Выбрать главу

Евгений Данилович Агранович родился в городе Орле 13 октября 1918 г., и 12-летним приехал в Москву, где уже жил у родственников его старший брат Леонид. Родственники не сильно обрадовались приезду младшего брата и не стали его кормить. Выживал, как удавалось. В Москве была «Бригада Маяковского», человек 30–40, сплотившаяся вокруг поэта, в которую входили оба брата. После смерти Маяковского все они усиленно пропагандировали его поэзию, читали стихи и поэмы с большим энтузиазмом на фабриках, заводах, на стройках, в воинских частях. Сценическому мастерству чтецов их обучал один из ярчайших мастеров художественного слова В.Н. Яхонтов, выступавший сам в концертах с программой Маяковского. Стихи и песни на свои стихи Евгений Агранович начал писать уже в 1938 г. В довоенные годы в Москве организовалось литературно-поэтическое братство, куда входил и Агранович, в числе близких его друзей были Павел Коган, Михаил Кульчицкий, Борис Слуцкий, Борис Смоленский. Самая знаменитая довоенная песня была написана им в соавторстве с Борисом Смоленским в 1938 году, называлась «Одесса-мама». Стихи Е. Аграновича и Б. Смоленского, музыка Е. Аграновича. Люди довоенного поколения, конечно, помнят куплеты из этого знаменитого шлягера мирного времени.
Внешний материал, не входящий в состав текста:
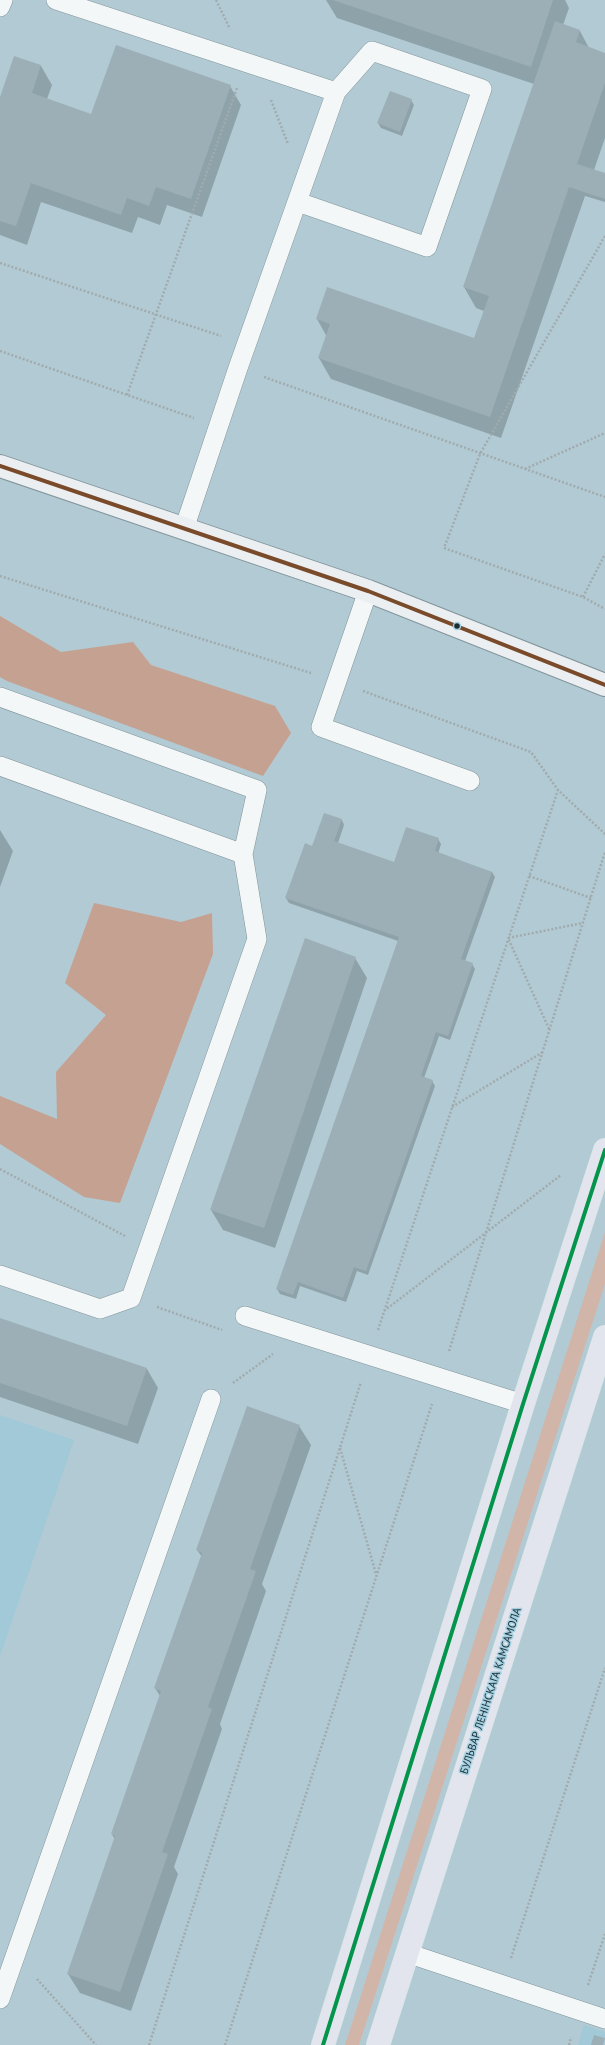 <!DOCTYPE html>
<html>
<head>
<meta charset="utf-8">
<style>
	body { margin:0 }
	canvas { display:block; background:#b2cad3 }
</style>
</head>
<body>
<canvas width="605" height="2045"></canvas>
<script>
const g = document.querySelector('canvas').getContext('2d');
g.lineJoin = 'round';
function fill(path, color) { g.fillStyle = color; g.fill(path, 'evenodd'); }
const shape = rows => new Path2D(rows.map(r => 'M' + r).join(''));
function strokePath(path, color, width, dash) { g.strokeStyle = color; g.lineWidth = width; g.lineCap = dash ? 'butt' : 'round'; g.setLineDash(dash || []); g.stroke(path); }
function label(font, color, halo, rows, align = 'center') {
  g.font = font + ' "PT Sans",sans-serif'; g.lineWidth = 3; g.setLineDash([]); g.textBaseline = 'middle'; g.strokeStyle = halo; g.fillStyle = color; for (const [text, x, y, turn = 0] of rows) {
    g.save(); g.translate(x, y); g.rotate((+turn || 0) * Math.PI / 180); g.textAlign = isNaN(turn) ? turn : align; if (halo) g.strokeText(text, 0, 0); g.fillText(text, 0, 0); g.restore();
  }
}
fill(shape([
	[0,1415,74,1440,0,1656],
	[584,2025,605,2032,605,2045,578,2045]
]), '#a1c9d8');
fill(shape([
	[605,1232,605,1284,359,2045,345,2045]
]), '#d1b5a9');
fill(shape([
	[0,616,61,652,133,642,151,665,275,706,291,733,263,776,7,681,0,677],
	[94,903,181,922,212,913,213,954,120,1203,84,1197,0,1144,0,1096,57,1119,56,1072,106,1015,65,983]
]), '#c5a192');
fill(shape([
	[326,0,565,0,569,8,563,25,580,31,589,48,605,54,605,138,594,170,605,174,605,202,585,196,501,438,331,379,319,358,327,337,317,319,475,339,484,311,476,308,464,287,534,84,337,18],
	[15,57,41,66,52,85,47,99,92,115,230,86,241,105,202,217,167,205,160,225,138,217,132,233,41,202,27,245,0,235,0,100],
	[411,100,414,105,402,136,381,128,378,123],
	[342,820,344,825,338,843,394,863,438,839,441,844,438,854,492,872,495,877,465,961,472,964,475,969,450,1040,439,1036,424,1078,432,1081,435,1086,368,1275,357,1271,346,1302,300,1286,296,1299,280,1294,277,1289,398,941,289,903,286,898,313,847],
	[0,830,13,851,0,887],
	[355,958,367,978,275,1248,223,1230,211,1210],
	[0,1319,147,1369,158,1388,138,1444,0,1397],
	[299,1426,311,1445,262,1584,266,1591,220,1724,222,1729,174,1867,178,1874,131,2011,80,1993,68,1974,115,1840,112,1834,160,1696,155,1688,202,1557,197,1550]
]), '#0003');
fill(shape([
	[333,0,553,0,531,67],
	[555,21,580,30,576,42,605,53,605,83,577,164,605,173,605,199,569,187,490,417,318,358,330,324,316,319,327,287,474,338,489,296,463,287],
	[116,45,231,85,191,199,156,187,149,206,127,198,121,215,31,183,16,226,0,221,0,97,14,56,41,65,32,93,91,114],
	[390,91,412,99,400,132,377,123],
	[324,813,342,819,334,841,394,862,406,827,439,838,435,851,492,872,461,959,473,963,448,1036,436,1032,421,1076,433,1080,366,1271,354,1267,343,1298,298,1282,293,1295,276,1289,399,937,285,898,305,843,312,846],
	[305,938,356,957,264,1228,210,1210],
	[0,1318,147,1368,127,1426,0,1383],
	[247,1406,300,1425,250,1569,256,1571,208,1707,212,1709,162,1852,168,1854,120,1992,67,1974,115,1836,111,1834,161,1691,154,1688,202,1553,196,1550],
	[594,2035,605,2038,603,2045,591,2045]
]), '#9cafb6');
const lane = shape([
	[56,0,336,92,238,368,184,529],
	[0,7,3,0],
	[298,202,427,247,482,89,372,51,336,92],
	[368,591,321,727,470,781],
	[0,697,257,790,243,854,257,939,131,1298,100,1309,0,1275],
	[0,766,243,854],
	[245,1316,523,1404],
	[407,1953,605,2019],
	[0,1999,211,1399]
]);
const secondary = shape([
	[0,466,368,591,605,685]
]);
const primary = shape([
	[323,2045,523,1404,605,1150],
	[378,2045,605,1337]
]);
strokePath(lane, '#82959b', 20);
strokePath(secondary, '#82959b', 24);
strokePath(primary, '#dce7eb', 24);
strokePath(shape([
	[216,0,230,29],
	[271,100,288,144],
	[605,236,480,454,444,548,583,597,605,609],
	[0,263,221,336],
	[0,351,194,418],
	[264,377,605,497],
	[127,395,237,88],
	[525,469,605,433],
	[0,576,311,673],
	[583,597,605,554],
	[363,691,531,752,558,790,605,834],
	[529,876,591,898],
	[549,1029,508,938,583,923],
	[452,1107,543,1052],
	[0,1169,125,1236],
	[157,1307,222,1330],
	[384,1311,561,1175],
	[378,1330,558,790],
	[449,1351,605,852],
	[233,1383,273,1354],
	[340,1448,376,1574],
	[511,1958,605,1668],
	[37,1979,96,2045],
	[588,1985,605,1934],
	[149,2045,361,1382],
	[225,2045,432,1404],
	[569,2045,571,2037]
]), '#a0abae', 2.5, [2, 2]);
strokePath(lane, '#f3f7f8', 19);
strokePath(secondary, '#ebeff2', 22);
strokePath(primary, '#e2e5ed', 22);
strokePath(shape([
	[0,466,368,591,605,685]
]), '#7a4b2a', 4);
strokePath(shape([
	[323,2045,523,1404,605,1150]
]), '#04944c', 4);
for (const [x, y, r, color] of [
	[457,626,3.5,"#1b2d33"]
]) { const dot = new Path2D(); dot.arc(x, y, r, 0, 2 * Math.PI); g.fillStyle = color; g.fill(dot); strokePath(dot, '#a4d0e1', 1.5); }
label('11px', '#1b2d33', '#a4d0e1', [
	["БУЛЬВАР ЛЕНІНСКАГА КАМСАМОЛА",491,1691,-72]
]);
</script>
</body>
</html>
В 1939 году Агранович поступил учиться в Московский Литературный Институт имени Горького.

Друзья-сокурсники уже что-то напечатали в газетах, журналах, а его песню распевали по всей Москве под гитару и без гитары, но ни он, ни Смоленский не спешили её опубликовать, очевидно, понимая, что всеобщее признание и успех песни за её откровенный «смех-юмор» были вызовом времени. Слишком смело было тогда назвать канонизированного советской литературой Пушкина Сашкой и упоминать имя уже расстрелянного Бабеля. Конечно, стихи были не для печати.

С первых дней войны занятия в Литинституте прекратились, начальство исчезло, и студенты стали добровольно уходить на фронт. Из студентов Литинститута в Москве сформировался 22-й истребительный батальон, добровольцем в него пошёл и Евгений Агранович.
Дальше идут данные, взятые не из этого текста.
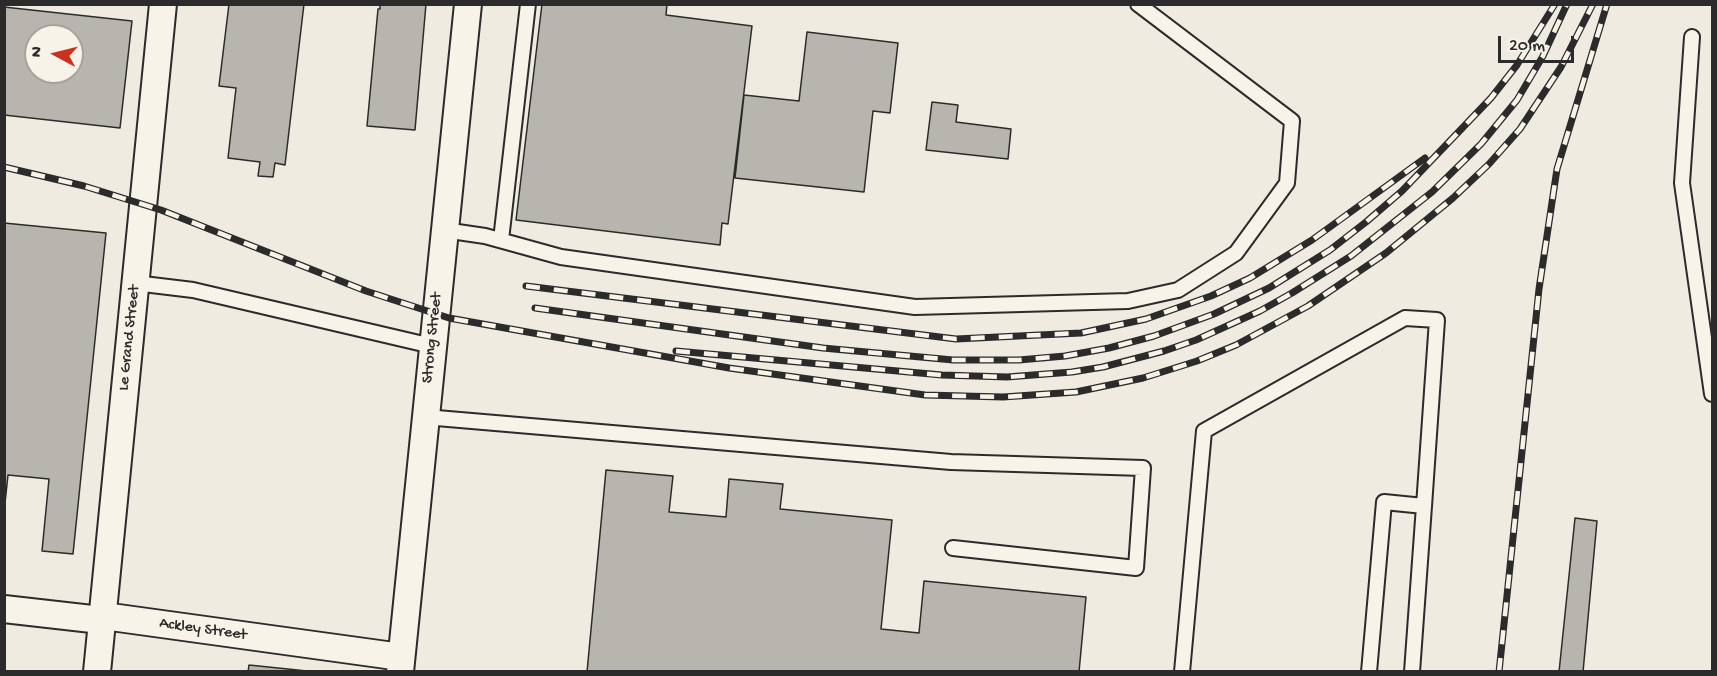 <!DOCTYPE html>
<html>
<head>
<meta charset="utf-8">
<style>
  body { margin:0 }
  #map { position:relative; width:1717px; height:676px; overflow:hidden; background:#efebe0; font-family:"Gochi Hand",sans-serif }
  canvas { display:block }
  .frame { position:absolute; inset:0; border:6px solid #2b2b2b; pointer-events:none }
  .north { position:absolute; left:24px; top:24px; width:60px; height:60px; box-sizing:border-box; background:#f7f3e8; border:2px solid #a5a39c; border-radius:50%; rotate:277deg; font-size:16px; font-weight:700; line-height:24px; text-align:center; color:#2b2b2b }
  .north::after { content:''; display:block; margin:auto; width:21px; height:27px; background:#c8321e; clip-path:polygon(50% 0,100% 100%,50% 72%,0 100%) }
  .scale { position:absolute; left:1498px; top:36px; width:76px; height:27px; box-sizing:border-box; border:3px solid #2b2b2b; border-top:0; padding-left:8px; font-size:18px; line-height:21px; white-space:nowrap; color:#2b2b2b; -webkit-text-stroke:4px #f7f3e8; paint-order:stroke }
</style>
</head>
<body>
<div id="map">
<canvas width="1717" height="676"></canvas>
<div class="frame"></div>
<div class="north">N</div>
<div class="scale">20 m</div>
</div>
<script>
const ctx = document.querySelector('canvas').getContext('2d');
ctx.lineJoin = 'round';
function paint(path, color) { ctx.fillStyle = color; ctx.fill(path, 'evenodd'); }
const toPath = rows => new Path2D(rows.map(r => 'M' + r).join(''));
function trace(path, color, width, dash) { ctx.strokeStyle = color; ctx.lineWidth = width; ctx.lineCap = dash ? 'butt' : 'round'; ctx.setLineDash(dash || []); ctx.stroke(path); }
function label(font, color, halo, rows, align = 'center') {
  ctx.font = font + ' "Gochi Hand",sans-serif'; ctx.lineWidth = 5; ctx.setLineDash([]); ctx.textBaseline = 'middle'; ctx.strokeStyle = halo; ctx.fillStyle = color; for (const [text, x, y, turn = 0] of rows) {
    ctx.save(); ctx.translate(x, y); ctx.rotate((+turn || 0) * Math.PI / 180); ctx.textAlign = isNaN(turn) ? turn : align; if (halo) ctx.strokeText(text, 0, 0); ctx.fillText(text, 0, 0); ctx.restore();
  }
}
const building = toPath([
  [229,4,304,4,285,165,275,163,273,177,258,176,260,162,228,158,236,88,219,86,229,4],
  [380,4,426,4,415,130,367,126,378,9,380,9,380,4],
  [542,4,667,4,666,15,752,26,728,224,722,223,720,245,516,220,542,4],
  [4,7,132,21,120,128,4,115,4,7],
  [36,36,72,36,72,72,36,72,36,36],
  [807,32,898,43,890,113,873,111,864,192,735,178,744,95,799,101,807,32],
  [932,102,958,105,956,122,1011,129,1008,159,926,150,932,102],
  [4,223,106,233,73,554,42,551,49,479,8,475,4,513,4,223],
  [606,470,673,476,669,512,726,517,729,479,783,484,780,509,892,520,881,629,919,633,924,581,1086,597,1079,672,587,672,606,470],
  [1575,518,1597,521,1583,672,1559,672,1575,518],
  [249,665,317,672,248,672,249,665]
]);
paint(building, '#b8b5ae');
trace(building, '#2b2b2b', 1.5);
const lane = toPath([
  [1692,37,1682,183,1712,394],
  [444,230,485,236,561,257,915,307,1128,301,1178,290,1236,253,1287,183,1292,121,1138,4],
  [501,240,528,4],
  [135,283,193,290,432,346],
  [425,417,951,462,1143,468,1136,568,953,548],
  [1182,672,1204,431,1405,318,1437,320,1424,506],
  [1369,672,1384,502,1424,506,1412,672]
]);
const street = toPath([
  [4,609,92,619,111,617,401,657],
  [97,672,163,4],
  [400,672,468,4]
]);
trace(lane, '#2b2b2b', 18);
trace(street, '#2b2b2b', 30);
trace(lane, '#f7f3e8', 14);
trace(street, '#f7f3e8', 26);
const rail = toPath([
  [4,167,84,186,161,210,366,291,449,318,729,368,925,395,1003,397,1076,392,1143,378,1197,361,1236,345,1308,306,1386,253,1453,198,1489,164,1520,129,1561,67,1593,4],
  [526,286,956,339,1081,333,1146,319,1211,296,1250,278,1312,240,1425,158],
  [535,308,823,348,953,360,1019,360,1065,356,1109,348,1154,336,1214,314,1269,288,1330,250,1366,222,1402,191,1491,98,1517,65,1555,4],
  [676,351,942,375,1007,377,1072,372,1103,367,1164,351,1196,340,1260,311,1292,293,1351,256,1432,192,1481,144,1517,100,1543,56,1567,4],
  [1499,672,1539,289,1557,169,1607,4]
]);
trace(rail, '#2b2b2b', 7);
trace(rail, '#f7f3e8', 4.5, [14]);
label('16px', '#2b2b2b', '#f7f3e8', [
  ["Le Grand Street",130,338,-84],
  ["Strong Street",433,338,-84],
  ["Ackley Street",203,630,8]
]);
</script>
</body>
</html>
Как обладателя звонкого и красивого голоса его сразу назначили ротным запевалой в 22-м батальоне. Довольно скоро ротный запевала получил задание-приказ батальонного комиссара: отступающим подразделениям нужна была строевая песня.

– Что петь? – И сегодня тот давний вопрос Аграновича звучит как «гамлетовский».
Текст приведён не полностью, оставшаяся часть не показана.